Shellfish staff also assists the Southeastern Massachusetts Aquaculture Center (SEMAC) by reviewing proposals by aquaculturists for SEMAC funding. Recommendations and comments are made regarding each proposals appropriateness, feasibility and permitting requirements.
Shellfish Program personnel respond to pollution events in coastal waters in order to assess possible damage to shellfish resources and to determine the need for public health closures. These events include sewage discharges, boat sinkings, petrochemical spills and other discharges of hazardous chemicals.

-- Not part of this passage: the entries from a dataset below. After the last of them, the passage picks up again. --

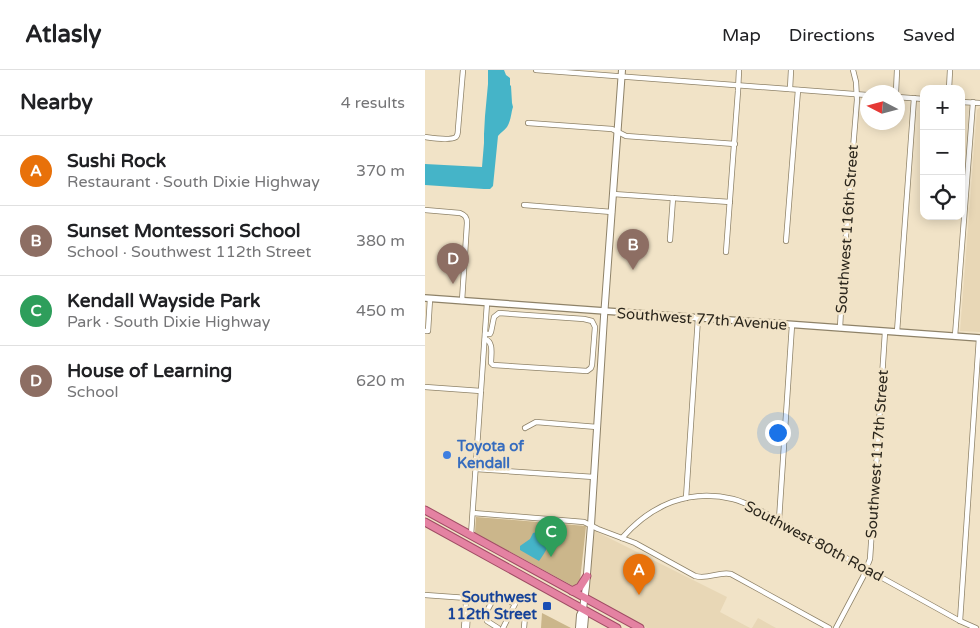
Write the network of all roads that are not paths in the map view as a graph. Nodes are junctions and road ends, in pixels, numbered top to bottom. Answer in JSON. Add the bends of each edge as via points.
{"nodes":[{"id":1,"x":463,"y":70,"type":"edge"},
{"id":2,"x":536,"y":70,"type":"edge"},
{"id":3,"x":739,"y":70,"type":"edge"},
{"id":4,"x":791,"y":70,"type":"edge"},
{"id":5,"x":853,"y":70,"type":"edge"},
{"id":6,"x":897,"y":70,"type":"edge"},
{"id":7,"x":950,"y":70,"type":"edge"},
{"id":8,"x":622,"y":73,"type":"edge"},
{"id":9,"x":738,"y":85,"type":"junction"},
{"id":10,"x":896,"y":85,"type":"edge"},
{"id":11,"x":949,"y":85,"type":"edge"},
{"id":12,"x":790,"y":89,"type":"junction"},
{"id":13,"x":798,"y":90,"type":"junction"},
{"id":14,"x":856,"y":94,"type":"junction"},
{"id":15,"x":860,"y":94,"type":"edge"},
{"id":16,"x":905,"y":97,"type":"edge"},
{"id":17,"x":915,"y":98,"type":"junction"},
{"id":18,"x":920,"y":99,"type":"edge"},
{"id":19,"x":965,"y":102,"type":"edge"},
{"id":20,"x":973,"y":102,"type":"junction"},
{"id":21,"x":980,"y":103,"type":"edge"},
{"id":22,"x":528,"y":122,"type":"dead end"},
{"id":23,"x":618,"y":132,"type":"junction"},
{"id":24,"x":425,"y":137,"type":"edge"},
{"id":25,"x":735,"y":144,"type":"junction"},
{"id":26,"x":613,"y":194,"type":"junction"},
{"id":27,"x":673,"y":198,"type":"junction"},
{"id":28,"x":730,"y":202,"type":"junction"},
{"id":29,"x":523,"y":205,"type":"dead end"},
{"id":30,"x":425,"y":210,"type":"edge"},
{"id":31,"x":612,"y":212,"type":"junction"},
{"id":32,"x":670,"y":240,"type":"dead end"},
{"id":33,"x":786,"y":241,"type":"dead end"},
{"id":34,"x":726,"y":252,"type":"dead end"},
{"id":35,"x":428,"y":299,"type":"edge"},
{"id":36,"x":461,"y":301,"type":"junction"},
{"id":37,"x":487,"y":303,"type":"junction"},
{"id":38,"x":605,"y":312,"type":"junction"},
{"id":39,"x":698,"y":318,"type":"junction"},
{"id":40,"x":792,"y":325,"type":"junction"},
{"id":41,"x":840,"y":328,"type":"junction"},
{"id":42,"x":427,"y":331,"type":"edge"},
{"id":43,"x":885,"y":332,"type":"junction"},
{"id":44,"x":897,"y":332,"type":"junction"},
{"id":45,"x":955,"y":336,"type":"junction"},
{"id":46,"x":485,"y":337,"type":"junction"},
{"id":47,"x":979,"y":338,"type":"edge"},
{"id":48,"x":484,"y":352,"type":"junction"},
{"id":49,"x":491,"y":354,"type":"junction"},
{"id":50,"x":425,"y":387,"type":"edge"},
{"id":51,"x":481,"y":391,"type":"junction"},
{"id":52,"x":597,"y":427,"type":"junction"},
{"id":53,"x":525,"y":428,"type":"dead end"},
{"id":54,"x":476,"y":469,"type":"junction"},
{"id":55,"x":594,"y":477,"type":"junction"},
{"id":56,"x":686,"y":498,"type":"junction"},
{"id":57,"x":425,"y":510,"type":"edge"},
{"id":58,"x":473,"y":513,"type":"junction"},
{"id":59,"x":779,"y":520,"type":"junction"},
{"id":60,"x":425,"y":522,"type":"edge"},
{"id":61,"x":591,"y":525,"type":"junction"},
{"id":62,"x":471,"y":535,"type":"junction"},
{"id":63,"x":622,"y":538,"type":"junction"},
{"id":64,"x":470,"y":547,"type":"junction"},
{"id":65,"x":867,"y":569,"type":"junction"},
{"id":66,"x":587,"y":576,"type":"junction"},
{"id":67,"x":572,"y":591,"type":"junction"},
{"id":68,"x":425,"y":595,"type":"edge"},
{"id":69,"x":585,"y":598,"type":"junction"},
{"id":70,"x":583,"y":609,"type":"junction"},
{"id":71,"x":510,"y":614,"type":"junction"},
{"id":72,"x":960,"y":620,"type":"junction"},
{"id":73,"x":487,"y":621,"type":"junction"},
{"id":74,"x":465,"y":628,"type":"edge"},
{"id":75,"x":486,"y":628,"type":"edge"},
{"id":76,"x":498,"y":628,"type":"edge"},
{"id":77,"x":503,"y":628,"type":"edge"},
{"id":78,"x":525,"y":628,"type":"edge"},
{"id":79,"x":579,"y":628,"type":"edge"},
{"id":80,"x":584,"y":628,"type":"edge"},
{"id":81,"x":617,"y":628,"type":"edge"},
{"id":82,"x":640,"y":628,"type":"edge"},
{"id":83,"x":829,"y":628,"type":"edge"},
{"id":84,"x":836,"y":628,"type":"edge"},
{"id":85,"x":976,"y":628,"type":"edge"}],
"edges":[{"from":1,"to":24,"type":"street","via":[[457,135],[448,139]]},
{"from":2,"to":8,"type":"street"},
{"from":3,"to":9,"type":"street"},
{"from":4,"to":12,"type":"street"},
{"from":5,"to":14,"type":"street","name":"Southwest 116th Street"},
{"from":6,"to":10,"type":"street"},
{"from":7,"to":11,"type":"street"},
{"from":8,"to":9,"type":"street"},
{"from":8,"to":23,"type":"main road"},
{"from":9,"to":12,"type":"street"},
{"from":9,"to":25,"type":"street"},
{"from":12,"to":13,"type":"street"},
{"from":13,"to":14,"type":"street"},
{"from":13,"to":33,"type":"street"},
{"from":14,"to":15,"type":"street"},
{"from":14,"to":41,"type":"street","name":"Southwest 116th Street"},
{"from":16,"to":17,"type":"street"},
{"from":17,"to":18,"type":"street"},
{"from":17,"to":44,"type":"street"},
{"from":19,"to":20,"type":"street"},
{"from":20,"to":21,"type":"street"},
{"from":20,"to":45,"type":"street"},
{"from":22,"to":23,"type":"street"},
{"from":23,"to":25,"type":"street","via":[[626,136]]},
{"from":23,"to":26,"type":"main road"},
{"from":25,"to":28,"type":"street"},
{"from":26,"to":27,"type":"street"},
{"from":26,"to":31,"type":"main road"},
{"from":27,"to":28,"type":"street"},
{"from":27,"to":32,"type":"street"},
{"from":28,"to":34,"type":"street"},
{"from":29,"to":31,"type":"street"},
{"from":30,"to":36,"type":"street","via":[[465,216]]},
{"from":31,"to":38,"type":"main road"},
{"from":35,"to":36,"type":"street","name":"Southwest 77th Avenue"},
{"from":35,"to":42,"type":"street"},
{"from":36,"to":37,"type":"street","name":"Southwest 77th Avenue"},
{"from":37,"to":38,"type":"street","name":"Southwest 77th Avenue"},
{"from":37,"to":46,"type":"street"},
{"from":38,"to":39,"type":"street","name":"Southwest 77th Avenue"},
{"from":38,"to":52,"type":"main road"},
{"from":39,"to":40,"type":"street","name":"Southwest 77th Avenue"},
{"from":39,"to":56,"type":"street"},
{"from":40,"to":41,"type":"street","name":"Southwest 77th Avenue"},
{"from":40,"to":59,"type":"street"},
{"from":41,"to":43,"type":"street","name":"Southwest 77th Avenue"},
{"from":43,"to":44,"type":"street","name":"Southwest 77th Avenue"},
{"from":43,"to":65,"type":"street","name":"Southwest 117th Street","via":[[871,550]]},
{"from":44,"to":45,"type":"street","name":"Southwest 77th Avenue"},
{"from":45,"to":47,"type":"street","name":"Southwest 77th Avenue"},
{"from":46,"to":48,"type":"street"},
{"from":46,"to":49,"type":"street","via":[[491,344]]},
{"from":46,"to":49,"type":"street","via":[[492,330],[494,316],[499,313],[585,319],[592,321],[595,327],[592,364],[587,371],[494,365]]},
{"from":47,"to":72,"type":"street"},
{"from":48,"to":49,"type":"street"},
{"from":48,"to":51,"type":"street"},
{"from":50,"to":51,"type":"street"},
{"from":51,"to":54,"type":"street"},
{"from":52,"to":53,"type":"street","via":[[536,422]]},
{"from":52,"to":55,"type":"main road"},
{"from":54,"to":55,"type":"street"},
{"from":54,"to":58,"type":"street"},
{"from":55,"to":61,"type":"main road"},
{"from":56,"to":59,"type":"street","name":"Southwest 80th Road","via":[[712,496],[733,499]]},
{"from":56,"to":63,"type":"street","name":"Southwest 80th Road","via":[[651,512]]},
{"from":57,"to":62,"type":"highway"},
{"from":58,"to":61,"type":"street"},
{"from":58,"to":62,"type":"street"},
{"from":59,"to":65,"type":"street","name":"Southwest 80th Road"},
{"from":60,"to":64,"type":"highway"},
{"from":61,"to":63,"type":"street"},
{"from":61,"to":66,"type":"main road"},
{"from":62,"to":64,"type":"highway"},
{"from":62,"to":67,"type":"highway"},
{"from":63,"to":83,"type":"street","via":[[695,576],[731,574]]},
{"from":64,"to":70,"type":"highway"},
{"from":65,"to":72,"type":"street","name":"Southwest 80th Road"},
{"from":65,"to":84,"type":"street","name":"Southwest 117th Street"},
{"from":66,"to":67,"type":"highway","via":[[580,587]]},
{"from":66,"to":69,"type":"main road"},
{"from":67,"to":69,"type":"highway"},
{"from":68,"to":74,"type":"street","via":[[467,599]]},
{"from":69,"to":70,"type":"main road"},
{"from":69,"to":82,"type":"highway"},
{"from":70,"to":79,"type":"main road"},
{"from":70,"to":80,"type":"main road"},
{"from":70,"to":81,"type":"highway"},
{"from":71,"to":73,"type":"street","via":[[515,604],[496,594],[488,610]]},
{"from":71,"to":77,"type":"street"},
{"from":71,"to":78,"type":"street","via":[[525,616]]},
{"from":72,"to":85,"type":"street","name":"Southwest 80th Road"},
{"from":73,"to":75,"type":"street"},
{"from":73,"to":76,"type":"street"}]}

In addition, the Shellfish Program co-reviews with other MarineFisheries staff various proposed coastal alteration projects with regard to impacts on water quality, shellfish resources and shellfish habitat. Recommendations are made through the MarineFisheries environmental review process to the permitting agencies concerning the effects of proposed structures, dredging, filling or discharges into the marine environment.